You have to “look under the hood” when making these sorts of comparison.

So, in sum: no, I do not think you can volley with me on the factual issue of lowered healthcare outcomes being the result of top-down, government rationing of medical resources in single payer systems. Though you can try, if you wish.

That’s precisely what insurance companies do anyway.

Wrong. “Rationing” here means, “the resources either don’t exist because of overuse, and therefore there’s an actual shortage” or “the resources are legally mandated to be unavailable to someone who wants or needs them.” Under a private system, the so-called “rationing” means simply, “This isn’t covered by the policy you chose to buy from us, so we won’t pay for it”; it doesn’t mean the patient can’t, or won’t, find some other means of acquiring those resources.

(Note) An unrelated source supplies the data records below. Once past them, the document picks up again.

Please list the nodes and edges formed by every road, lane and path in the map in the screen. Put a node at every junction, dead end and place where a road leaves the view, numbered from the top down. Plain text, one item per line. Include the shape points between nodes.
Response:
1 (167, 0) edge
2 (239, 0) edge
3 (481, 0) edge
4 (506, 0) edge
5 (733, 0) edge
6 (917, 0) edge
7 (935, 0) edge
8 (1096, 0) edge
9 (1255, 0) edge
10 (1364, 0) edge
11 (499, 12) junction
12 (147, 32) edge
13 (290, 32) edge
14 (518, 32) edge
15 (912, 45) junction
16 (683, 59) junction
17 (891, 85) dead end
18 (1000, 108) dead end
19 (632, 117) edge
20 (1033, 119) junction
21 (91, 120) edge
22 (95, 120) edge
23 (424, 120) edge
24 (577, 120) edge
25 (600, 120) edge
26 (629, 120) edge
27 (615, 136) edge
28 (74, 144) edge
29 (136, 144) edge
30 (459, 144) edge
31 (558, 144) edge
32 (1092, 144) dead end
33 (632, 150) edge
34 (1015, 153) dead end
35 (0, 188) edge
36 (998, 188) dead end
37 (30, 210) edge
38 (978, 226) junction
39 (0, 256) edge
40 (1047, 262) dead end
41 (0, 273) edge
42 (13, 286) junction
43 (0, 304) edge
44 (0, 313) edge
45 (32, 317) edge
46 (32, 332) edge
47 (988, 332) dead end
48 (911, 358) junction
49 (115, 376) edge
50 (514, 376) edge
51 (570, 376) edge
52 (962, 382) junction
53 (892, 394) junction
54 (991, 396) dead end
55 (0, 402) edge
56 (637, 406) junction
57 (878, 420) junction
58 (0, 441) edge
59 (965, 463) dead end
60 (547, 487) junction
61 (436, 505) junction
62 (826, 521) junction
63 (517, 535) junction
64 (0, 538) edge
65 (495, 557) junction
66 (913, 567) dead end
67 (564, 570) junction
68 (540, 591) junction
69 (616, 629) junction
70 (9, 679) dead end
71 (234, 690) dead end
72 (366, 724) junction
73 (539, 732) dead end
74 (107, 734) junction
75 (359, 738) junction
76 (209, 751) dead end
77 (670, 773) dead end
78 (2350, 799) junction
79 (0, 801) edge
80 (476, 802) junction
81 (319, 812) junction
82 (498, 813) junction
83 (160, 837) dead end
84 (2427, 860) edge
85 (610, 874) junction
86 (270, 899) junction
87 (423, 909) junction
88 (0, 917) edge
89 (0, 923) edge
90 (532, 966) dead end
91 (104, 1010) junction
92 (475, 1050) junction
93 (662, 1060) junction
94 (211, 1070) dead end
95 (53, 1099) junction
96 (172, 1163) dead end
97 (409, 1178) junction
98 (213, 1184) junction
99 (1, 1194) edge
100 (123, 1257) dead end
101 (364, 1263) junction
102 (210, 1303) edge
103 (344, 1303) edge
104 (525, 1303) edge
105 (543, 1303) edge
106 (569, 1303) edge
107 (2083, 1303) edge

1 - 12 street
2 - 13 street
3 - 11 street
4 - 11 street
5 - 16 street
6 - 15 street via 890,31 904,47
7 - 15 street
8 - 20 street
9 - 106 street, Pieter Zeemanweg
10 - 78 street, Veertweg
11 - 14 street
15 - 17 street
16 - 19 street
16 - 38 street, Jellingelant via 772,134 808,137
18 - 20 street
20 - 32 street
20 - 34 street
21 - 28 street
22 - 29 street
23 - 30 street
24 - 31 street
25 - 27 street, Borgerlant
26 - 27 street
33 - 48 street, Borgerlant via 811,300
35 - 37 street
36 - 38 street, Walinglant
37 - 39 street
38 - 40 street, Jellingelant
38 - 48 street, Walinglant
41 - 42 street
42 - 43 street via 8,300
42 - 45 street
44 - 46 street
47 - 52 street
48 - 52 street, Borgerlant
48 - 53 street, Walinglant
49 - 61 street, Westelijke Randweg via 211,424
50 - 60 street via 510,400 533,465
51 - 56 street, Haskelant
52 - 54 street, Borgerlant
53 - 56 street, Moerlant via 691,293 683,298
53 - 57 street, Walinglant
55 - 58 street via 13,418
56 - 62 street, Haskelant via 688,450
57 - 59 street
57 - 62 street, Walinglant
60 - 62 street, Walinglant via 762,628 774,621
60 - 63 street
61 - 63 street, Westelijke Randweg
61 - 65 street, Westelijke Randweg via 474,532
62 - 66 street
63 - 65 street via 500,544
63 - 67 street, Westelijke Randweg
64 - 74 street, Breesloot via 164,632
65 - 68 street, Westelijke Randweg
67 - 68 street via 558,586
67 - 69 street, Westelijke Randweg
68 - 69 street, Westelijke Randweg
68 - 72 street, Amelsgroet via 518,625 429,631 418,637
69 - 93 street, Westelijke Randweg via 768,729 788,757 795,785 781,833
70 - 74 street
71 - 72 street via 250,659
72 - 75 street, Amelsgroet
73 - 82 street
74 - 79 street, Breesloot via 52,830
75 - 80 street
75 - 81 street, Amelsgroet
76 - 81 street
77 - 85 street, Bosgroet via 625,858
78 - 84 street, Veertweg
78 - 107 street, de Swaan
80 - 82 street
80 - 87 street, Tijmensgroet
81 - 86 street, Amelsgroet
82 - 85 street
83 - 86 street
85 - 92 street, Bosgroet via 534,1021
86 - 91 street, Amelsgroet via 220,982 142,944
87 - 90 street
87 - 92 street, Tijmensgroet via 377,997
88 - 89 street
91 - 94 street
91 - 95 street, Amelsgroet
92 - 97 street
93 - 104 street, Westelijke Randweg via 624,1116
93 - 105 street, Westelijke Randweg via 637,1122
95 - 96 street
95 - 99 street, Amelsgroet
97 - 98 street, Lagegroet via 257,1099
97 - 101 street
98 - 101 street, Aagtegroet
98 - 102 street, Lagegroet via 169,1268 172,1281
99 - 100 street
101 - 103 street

If a middle-income earner can’t afford a 150-foot yacht, it’s not because yachts have been “rationed.” If he’s grocery shopping and has already bought $100.00 of food for his family and prudently decides that he can’t really afford an additional purchase of ice cream or turkey burgers, it’s not because ice cream and turkey burgers have been “rationed.” If he subscribes to cable for a certain package of channels he’s entitled to watch, but instead wants to go to a movie theater and watch a movie with a live audience, if the cable company says, “Enjoy! But that’s at YOUR expense. That’s not part of the package you purchased from us”, that’s not “rationing” of movies. Same with health insurance.

The policy spells out what payments by the carrier you’re entitled to on a particular plan; one assumes the purchaser has some incentive to read the “fine print” on the policy. If it says, “With this plan, we’ll pay for X-rays but not MRIs”, you can’t reasonably claim the carrier is “rationing MRIs” by not paying for one if and when the patient needs one.

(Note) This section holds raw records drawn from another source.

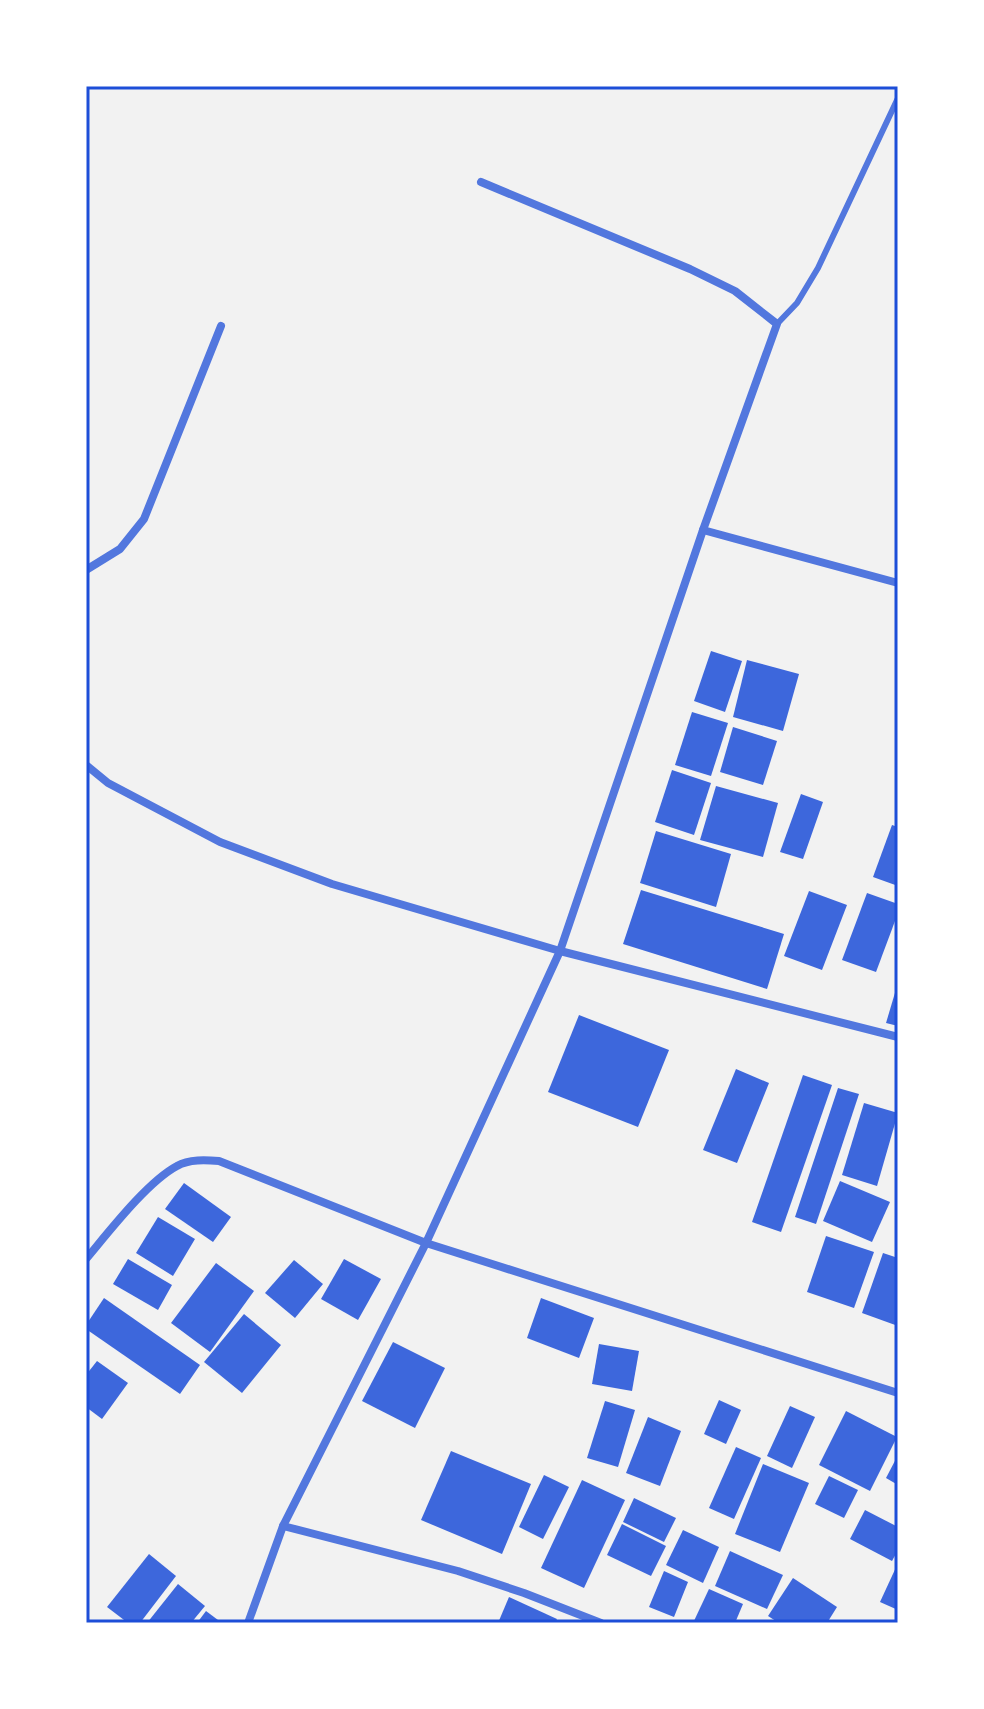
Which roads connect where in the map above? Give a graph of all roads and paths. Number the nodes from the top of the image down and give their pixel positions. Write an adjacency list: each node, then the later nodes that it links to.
1 (898, 98): 3 (lane)
2 (481, 182): 3 (street)
3 (777, 324): 5 (street)
4 (221, 326): 6 (street)
5 (703, 530): 7 (street); 9 (street)
6 (86, 570)
7 (898, 583)
8 (86, 765): 9 (street)
9 (560, 951): 10 (street); 11 (street)
10 (898, 1037)
11 (426, 1243): 12 (street); 13 (street); 14 (street)
12 (86, 1259)
13 (898, 1393)
14 (283, 1526): 15 (street); 16 (street)
15 (248, 1623)
16 (601, 1623)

You have a naively Utopian notion of resources: you believe they’re infinite, rather than scarce, and that the only thing preventing someone from accessing and consuming as much of a resource as he desires is the greed of the resource owner. It’s cute, but wrong.

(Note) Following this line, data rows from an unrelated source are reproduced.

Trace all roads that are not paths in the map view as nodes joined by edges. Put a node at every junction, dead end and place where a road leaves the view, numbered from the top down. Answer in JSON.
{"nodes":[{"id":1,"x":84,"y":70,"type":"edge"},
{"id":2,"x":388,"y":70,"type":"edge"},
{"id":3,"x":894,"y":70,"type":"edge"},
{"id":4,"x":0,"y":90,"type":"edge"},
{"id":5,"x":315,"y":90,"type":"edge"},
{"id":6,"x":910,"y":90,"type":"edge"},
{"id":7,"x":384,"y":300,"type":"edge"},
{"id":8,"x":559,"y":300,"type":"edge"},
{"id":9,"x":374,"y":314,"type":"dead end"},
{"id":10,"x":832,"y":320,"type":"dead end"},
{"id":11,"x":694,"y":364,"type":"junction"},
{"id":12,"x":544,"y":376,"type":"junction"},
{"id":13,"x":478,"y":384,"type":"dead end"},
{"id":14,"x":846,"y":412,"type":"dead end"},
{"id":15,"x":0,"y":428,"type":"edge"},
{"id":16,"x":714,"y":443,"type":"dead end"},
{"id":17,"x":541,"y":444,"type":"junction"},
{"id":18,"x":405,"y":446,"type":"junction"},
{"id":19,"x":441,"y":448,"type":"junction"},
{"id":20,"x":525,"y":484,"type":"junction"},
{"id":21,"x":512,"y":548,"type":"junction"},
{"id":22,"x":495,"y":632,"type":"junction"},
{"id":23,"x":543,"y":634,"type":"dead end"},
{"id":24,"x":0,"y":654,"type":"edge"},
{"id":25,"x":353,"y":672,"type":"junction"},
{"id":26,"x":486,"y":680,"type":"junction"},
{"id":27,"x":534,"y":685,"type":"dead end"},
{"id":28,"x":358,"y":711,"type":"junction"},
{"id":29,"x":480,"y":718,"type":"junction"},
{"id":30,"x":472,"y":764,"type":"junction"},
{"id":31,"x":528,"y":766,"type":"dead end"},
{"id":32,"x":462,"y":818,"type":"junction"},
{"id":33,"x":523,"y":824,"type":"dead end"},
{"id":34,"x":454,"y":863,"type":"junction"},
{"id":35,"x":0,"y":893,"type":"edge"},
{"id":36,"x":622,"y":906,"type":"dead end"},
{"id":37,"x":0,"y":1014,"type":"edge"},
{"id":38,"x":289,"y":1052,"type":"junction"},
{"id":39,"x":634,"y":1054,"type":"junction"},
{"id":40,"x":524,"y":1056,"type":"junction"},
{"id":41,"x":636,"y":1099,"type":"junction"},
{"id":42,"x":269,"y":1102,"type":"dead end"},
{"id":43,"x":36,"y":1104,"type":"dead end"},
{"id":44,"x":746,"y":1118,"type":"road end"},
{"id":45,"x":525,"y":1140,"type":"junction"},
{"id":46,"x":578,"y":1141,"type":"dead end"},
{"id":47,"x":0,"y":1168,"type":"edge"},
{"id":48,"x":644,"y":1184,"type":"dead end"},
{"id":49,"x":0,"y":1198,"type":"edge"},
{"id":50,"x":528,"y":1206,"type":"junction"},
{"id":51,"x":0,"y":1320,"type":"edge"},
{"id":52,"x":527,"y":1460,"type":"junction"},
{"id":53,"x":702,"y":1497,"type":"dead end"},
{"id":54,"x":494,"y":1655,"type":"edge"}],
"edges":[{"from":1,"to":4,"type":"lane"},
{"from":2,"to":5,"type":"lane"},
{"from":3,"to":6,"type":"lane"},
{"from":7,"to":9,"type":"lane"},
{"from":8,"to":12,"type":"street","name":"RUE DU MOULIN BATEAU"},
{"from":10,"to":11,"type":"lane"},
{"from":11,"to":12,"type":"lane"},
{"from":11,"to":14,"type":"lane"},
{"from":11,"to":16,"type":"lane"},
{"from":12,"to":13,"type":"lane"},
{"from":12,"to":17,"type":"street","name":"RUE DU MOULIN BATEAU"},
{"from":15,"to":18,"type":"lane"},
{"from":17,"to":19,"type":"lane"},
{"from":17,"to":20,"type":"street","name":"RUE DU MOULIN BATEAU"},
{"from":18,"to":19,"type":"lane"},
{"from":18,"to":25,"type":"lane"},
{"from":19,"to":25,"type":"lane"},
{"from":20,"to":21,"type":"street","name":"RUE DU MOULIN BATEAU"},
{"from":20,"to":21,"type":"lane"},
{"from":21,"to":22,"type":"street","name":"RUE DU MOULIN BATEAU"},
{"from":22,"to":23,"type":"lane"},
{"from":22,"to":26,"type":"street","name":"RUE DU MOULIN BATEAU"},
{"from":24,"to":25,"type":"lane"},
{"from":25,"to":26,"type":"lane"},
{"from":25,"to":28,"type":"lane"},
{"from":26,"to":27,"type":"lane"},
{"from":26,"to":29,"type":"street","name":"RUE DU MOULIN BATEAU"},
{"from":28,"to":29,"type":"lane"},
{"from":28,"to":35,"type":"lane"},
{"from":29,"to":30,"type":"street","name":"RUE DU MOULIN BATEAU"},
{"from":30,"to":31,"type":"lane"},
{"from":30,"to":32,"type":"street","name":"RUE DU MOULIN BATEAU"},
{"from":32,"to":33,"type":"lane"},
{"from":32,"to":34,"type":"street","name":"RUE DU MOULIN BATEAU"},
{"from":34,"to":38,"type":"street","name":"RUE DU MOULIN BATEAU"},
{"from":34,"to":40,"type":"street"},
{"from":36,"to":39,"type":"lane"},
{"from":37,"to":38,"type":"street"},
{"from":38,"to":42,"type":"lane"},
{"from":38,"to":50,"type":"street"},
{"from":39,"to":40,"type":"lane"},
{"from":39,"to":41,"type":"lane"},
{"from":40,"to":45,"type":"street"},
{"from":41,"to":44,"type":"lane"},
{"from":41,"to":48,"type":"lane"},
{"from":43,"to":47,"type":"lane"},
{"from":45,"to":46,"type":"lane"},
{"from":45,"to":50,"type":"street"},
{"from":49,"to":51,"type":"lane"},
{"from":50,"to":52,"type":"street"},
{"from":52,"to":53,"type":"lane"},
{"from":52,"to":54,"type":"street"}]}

It is quite obvious that Canada’s system is somewhat underfunded at this point, I don’t think that’s in dispute.

What a coincidence! The NHS is “somewhat underfunded”, the Canadian system is “somewhat underfunded”, the New Zealand system is “somewhat underfunded”, the Danish system is “somewhat underfunded”, etc. It appears that the trend of all single-payer systems in the world is to end up “somewhat underfunded”. Must be bad luck. Or maybe incompetent administrators (But all of them? Globally?). What’s funny about your phlegmatic admission is that all of these systems started off by promoting the idea that “the U.S. spends too much of its GDP on healthcare; a whopping 16–18%! That’s too much! We believe that no more than 9–10% of a country’s GDP ‘ought’ to be spent on healthcare!” Then when healthcare is offered for free and there’s a deluge of demand — with the result that, e.g., seniors with painful hip fractures have to wait over a year for orthopedic surgery, and are diffidently told by government to stay on painkillers — the cry goes up, “We’re not spending enough on healthcare!” Right. So maybe they ‘ought’ to be spending 16–18% of their GDP on healthcare . . . just like the U.S.

Canada’s system is not “underfunded”. The bean-counters who work behind the scenes determining how “the people’s money” is being spent are doing exactly what they were hired to do: to spend as little of “the people’s money” as possible, while making access to medical care as wide as possible. That those twin goals are contradictory perhaps never occured to them, but then again, if it did, they might not have a job.

Canada’s system is not “underfunded”; it’s simply incompetent. It cannot fulfill its promise of free medical care for all. The solution has already been suggested by many in Canada, and to a limited extent has already been put in place: privatization.

In the meantime, those Canadians who can afford to do so in time, health status, and income, will do what they always done when rationing of medical resources has made it impossible for them to get the treatment they need in Canada: they come to the U.S.